Mapa mostrando a disseminação da “super malária” (Imagem: The Lancet)

Uma cepa de malária particularmente problemática, conhecida como PfPailin, agora está se espalhando no Sudeste Asiático. Essa chamada “superbactéria” não pode ser tratada com remédios antimalária de primeira linha. A cepa surgiu uns anos atrás no Camboja e, desde então, se espalhando para a Tailândia e para o Laos.
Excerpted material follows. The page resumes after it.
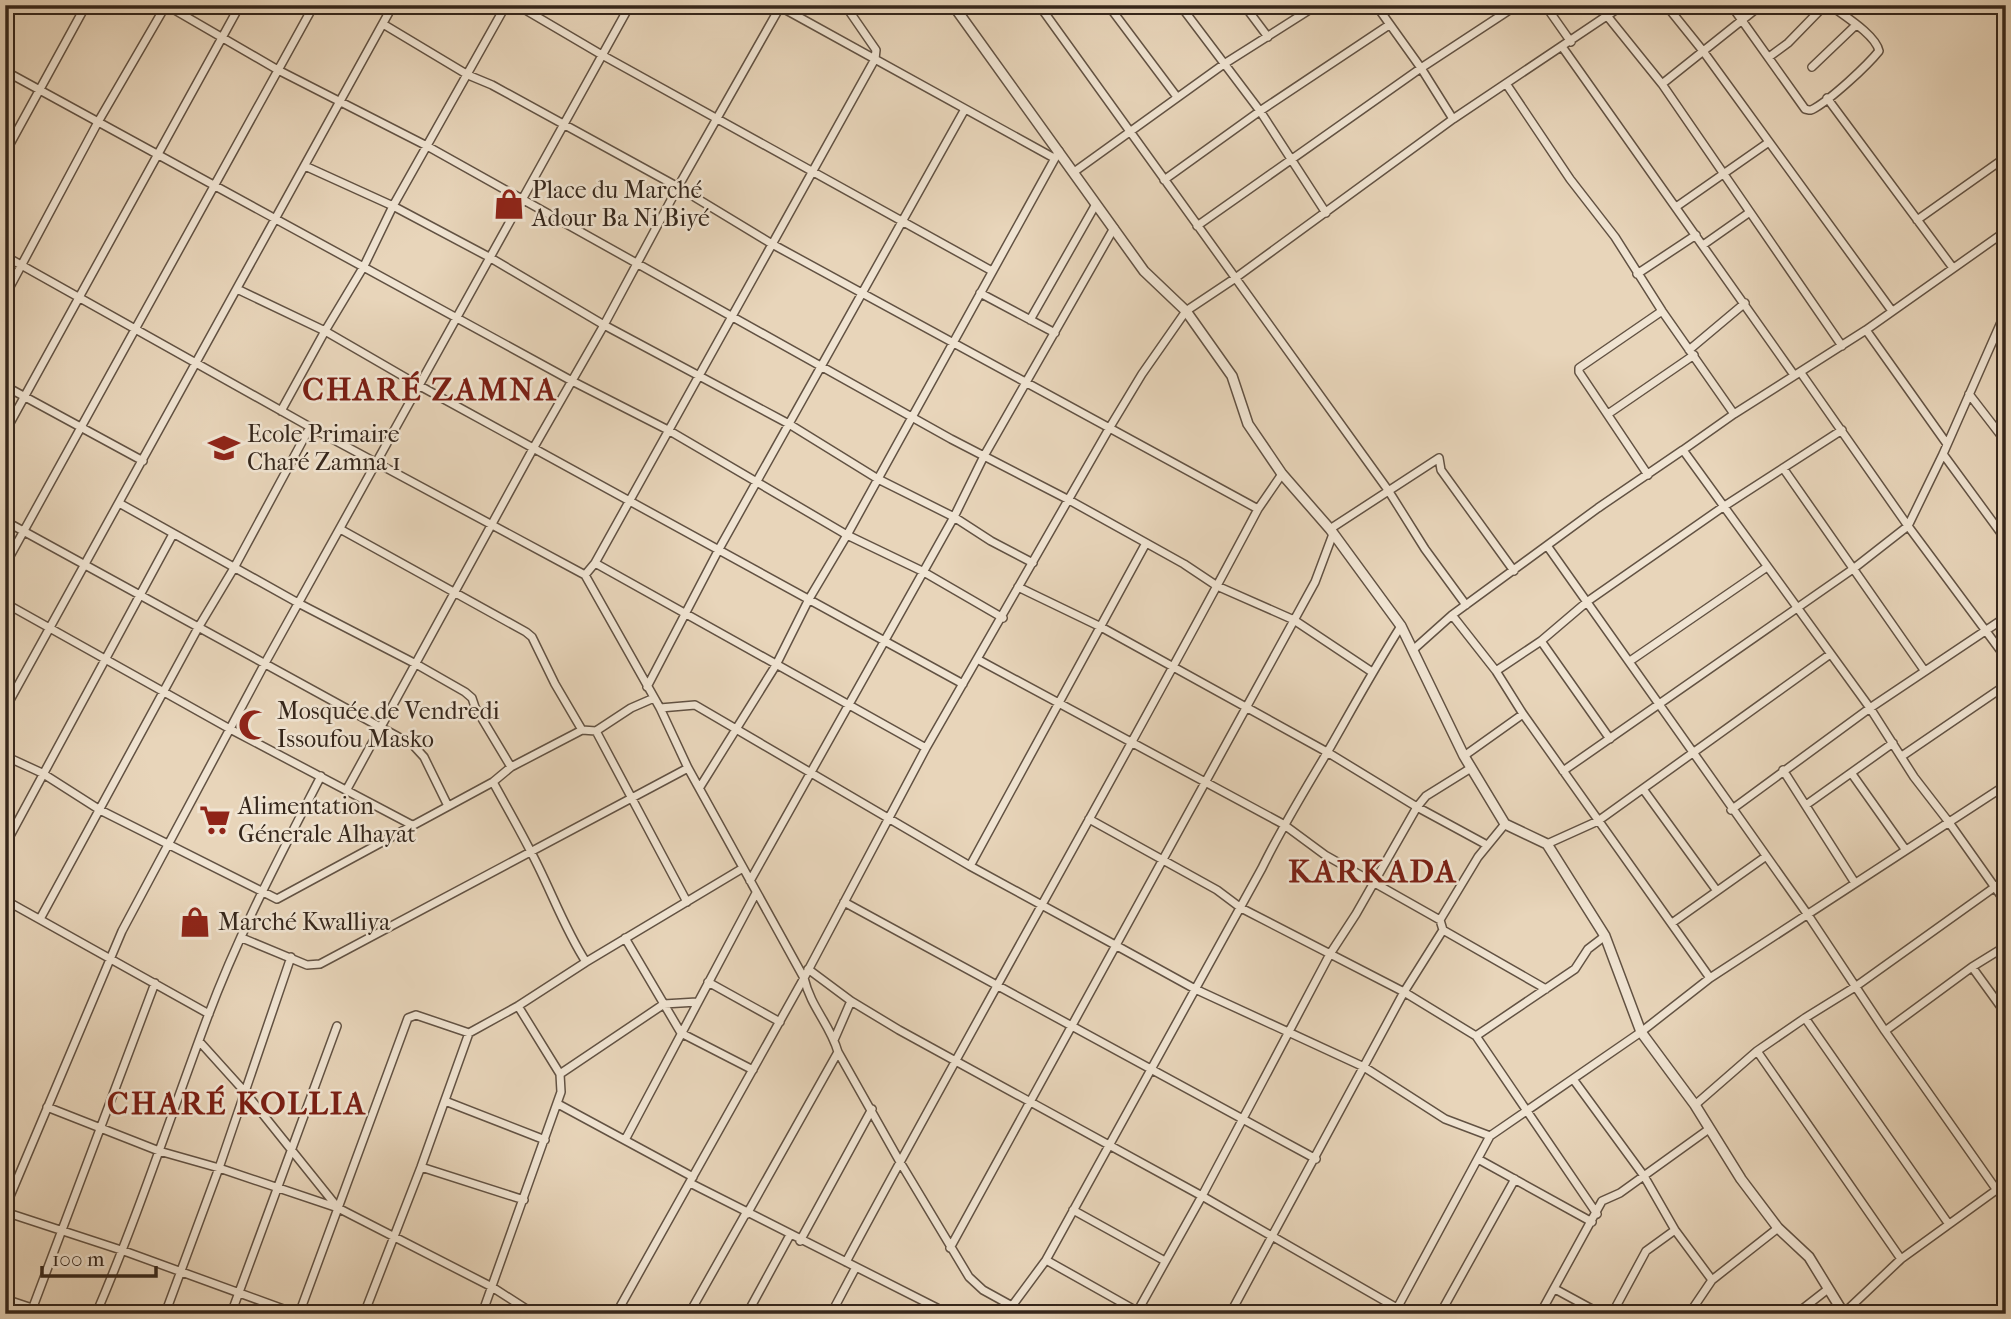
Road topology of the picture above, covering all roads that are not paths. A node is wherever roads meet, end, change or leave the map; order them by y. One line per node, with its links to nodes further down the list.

Agora, conforme uma equipe de especialistas aponta em uma carta ao The Lancet, a cepa resistente a medicamentos se espalhou do Camboja para a sub-região do Mekong do Vietnã, onde pacientes infectados estão experimentando “taxas alarmantes de insucesso”. No sudeste da Ásia, as taxas de insucesso no tratamento com medicamentos (insucesso significando que os remédios são ineficazes em inibir os efeitos da malária, como febre, icterícia, problemas de órgão, anemia, convulsões, coma, e, nos casos mais severos, a morte) estão agora chegando a 60%. A Organização Mundial da Saúde alega que 1,5 milhão de pessoas estão infectadas com a malária no sudeste da Ásia anualmente, resultando em mais de 600 mortes.

Esse é um duro golpe para a região e um revés nos esforços para controlar a doença. A primeira escolha de tratamento para a malária envolve uma combinação de dois medicamentos antimalária poderosos, artemisinina e piperaquina. Essa cepa emergente já desenvolveu uma resistência à artemisinina, mas, em um “avanço sinistro”, a doença sofreu mutação mais uma vez, obtendo resistência à piperaquina. Agora existe um potencial assustador de que a malária seja completamente intratável com os remédios atuais.

“A disseminação da resistência à artemisinina no Plasmodium falciparum (o parasita que causa a malária) e a perda subsequente de remédios antimalária parceiros na sub-região do Grande Mekong apresenta uma das maiores ameaças ao controle e à eliminação da malária”, escrevem os autores da carta ao The Lancet. “A evolução e a disseminação transnacional subsequente dessa linhagem singular de parasita da malária resistente a várias drogas é de preocupação global.”

A perspectiva dessa cepa resistente a remédios se espalhar na África é particularmente assustadora. Afinal, é o continente de onde surgiu a malária e onde mosquitos anofeles, o inseto responsável por espalhar a doença, existem aos montes. Atualmente, 92% de todos os casos de malária estão na África.

A Organização Mundial da Saúde estima que 212 milhões de pessoas são infectadas com a malária a cada ano no mundo e que cerca de 430 mil pessoas morreram da doença em 2015. A maioria dos casos envolve crianças com menos de 15 anos.

Resistência a medicamentos, seja em casos de malária, bactérias ou fungos, é um tema em crescimento nas primeiras duas décadas do século XXI. Embora grande parte da atenção do mundo esteja centrada em torno de problemas como mudança climática e um mundo geopolítico cada vez mais instável, está claro que deveríamos estar prestando atenção também em organismos microscópicos com o potencial de causarem tanto dano quanto esses outros pontos.